## Problem 571

A place to air possible concerns or difficulties in understanding ProjectEuler problems. This forum is not meant to publish solutions. This forum is NOT meant to discuss solution methods or giving hints how a problem can be solved.
Forum rules
As your posts will be visible to the general public you
are requested to be thoughtful in not posting anything
that might explicitly give away how to solve a particular problem.

This forum is NOT meant to discuss solution methods for a problem.

In particular don't post any code fragments or results.
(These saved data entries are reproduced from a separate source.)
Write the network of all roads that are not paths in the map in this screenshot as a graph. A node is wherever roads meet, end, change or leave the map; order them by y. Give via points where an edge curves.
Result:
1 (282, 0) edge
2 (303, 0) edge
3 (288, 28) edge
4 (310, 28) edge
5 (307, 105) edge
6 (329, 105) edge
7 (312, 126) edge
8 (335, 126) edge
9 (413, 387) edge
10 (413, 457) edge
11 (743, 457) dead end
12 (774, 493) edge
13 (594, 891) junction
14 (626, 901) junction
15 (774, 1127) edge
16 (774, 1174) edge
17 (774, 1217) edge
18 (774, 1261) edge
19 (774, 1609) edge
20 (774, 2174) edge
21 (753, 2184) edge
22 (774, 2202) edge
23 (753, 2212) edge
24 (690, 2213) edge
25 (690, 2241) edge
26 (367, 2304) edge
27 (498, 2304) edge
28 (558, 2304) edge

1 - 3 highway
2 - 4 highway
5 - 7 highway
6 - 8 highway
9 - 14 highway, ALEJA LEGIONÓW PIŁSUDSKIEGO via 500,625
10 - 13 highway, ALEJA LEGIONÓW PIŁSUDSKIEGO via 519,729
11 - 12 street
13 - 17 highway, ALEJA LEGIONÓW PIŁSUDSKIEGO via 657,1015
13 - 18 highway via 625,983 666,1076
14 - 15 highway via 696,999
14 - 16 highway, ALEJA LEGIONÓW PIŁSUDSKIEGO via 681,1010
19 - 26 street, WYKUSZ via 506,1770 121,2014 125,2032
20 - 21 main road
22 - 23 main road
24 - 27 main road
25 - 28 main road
Don't start begging others to give partial answers to problems

Don't ask for hints how to solve a problem

Don't start a new topic for a problem if there already exists one

Don't post any spoilers
Oliver1978
Posts: 166
Joined: Sat Nov 22, 2014 9:13 pm
Location: Erfurt, Germany

### Problem 571

I've read and re-read the description of no. 571 again and again. Also I've made up a little programme which helped me find the smallest n-super-pandigital numbers for 2 <= n <= 10. I also get the results proposed in the description, but the sum of them [2..10] is something completely different. In my case the sum ends with ...621.

For n = 7 I get 16...3 as smallest number, as an example.

Could anyone verify, and possibly contact me through PM? (To those who've already solved this problem!)
49.157.5694.1125

DJohn
Posts: 57
Joined: Sat Oct 11, 2008 11:24 am

### Re: Problem 571

You're adding the smallest super-pandigital number for each base from 2 to 10 (or 12). That's not what the question is asking for. In each base, there are many super-pandigital numbers (I suspect infinitely many). You want the smallest ten, all in the same base (10 for the example, 12 for the problem).

Oliver1978
Posts: 166
Joined: Sat Nov 22, 2014 9:13 pm
Location: Erfurt, Germany

### Re: Problem 571

So it's the sum of the ten smallest pandigital numbers in base n, and those numbers have to be pandigital in all bases < n as well.
49.157.5694.1125

Oliver1978
Posts: 166
Joined: Sat Nov 22, 2014 9:13 pm
Location: Erfurt, Germany

### Re: Problem 571

Thanks @DJohn for pointing this out. Solved it
49.157.5694.1125

ignat_s
Posts: 8
Joined: Sun Jul 01, 2012 12:16 am

### Re: Problem 571

Another sloppily stated problem. Where is the high standard of clarity, the Project Euler problems used to have?

It should be mentioned that zeros in the highest position do not count.

Also that you need the result in base 10. It is highly non-obvious, given that you are talking about base n all around.

hk
Posts: 10697
Joined: Sun Mar 26, 2006 9:34 am
Location: Haren, Netherlands

### Re: Problem 571

As far as I know leading zeroes are not allowed on Project Euler since the beginning.
In case of doubt, from "The sum of the 10 smallest 10-super-pandigital numbers is 20319792309." you can deduce that the answer should be given in base 10. (just try the computed answer and you will see).
So I think the high standard of clarity is still present.
Don't think that if we changed one wording all your criticism is justified.

ignat_s
Posts: 8
Joined: Sun Jul 01, 2012 12:16 am

### Re: Problem 571

Ok, sorry.

dawghaus4
Posts: 54
Joined: Fri Nov 29, 2013 2:22 am

### Re: Problem 571

hk wrote:As far as I know leading zeroes are not allowed on Project Euler since the beginning.
In case of doubt, from "The sum of the 10 smallest 10-super-pandigital numbers is 20319792309." you can deduce that the answer should be given in base 10. (just try the computed answer and you will see).
So I think the high standard of clarity is still present.
Don't think that if we changed one wording all your criticism is justified.
I don't recall ever having a problem with wether or not leading zeros should be considered; normal usage seems to prevail. I do not know how many times leading zeros have occurred, but problem 358 is an example of one such problem. Here is a quote from the problem: "Note that for cyclic numbers, leading zeros are important."

Thanks for all the time and effort y'all give to Project Euler; it is great fun for a 70-year old, who wanted to learn C++.

hk
Posts: 10697
Joined: Sun Mar 26, 2006 9:34 am
Location: Haren, Netherlands

### Re: Problem 571

Thanks for the nice words.
Actually, I should have written:
"Leading zeroes are not allowed, unless stated otherwise."

Ellenion
Posts: 16
Joined: Fri Jul 14, 2017 10:09 pm

### Problem 571

A n-super-pandigital number is a number that is simultaneously pandigital in all bases from 2 to n inclusively. However, I don't know if a number can be a pandigital in base i if it has a leading zero.
Can a number in base i have a leading zero?

EDIT: I'm thinking that leading zeroes aren't allowed. Am I right?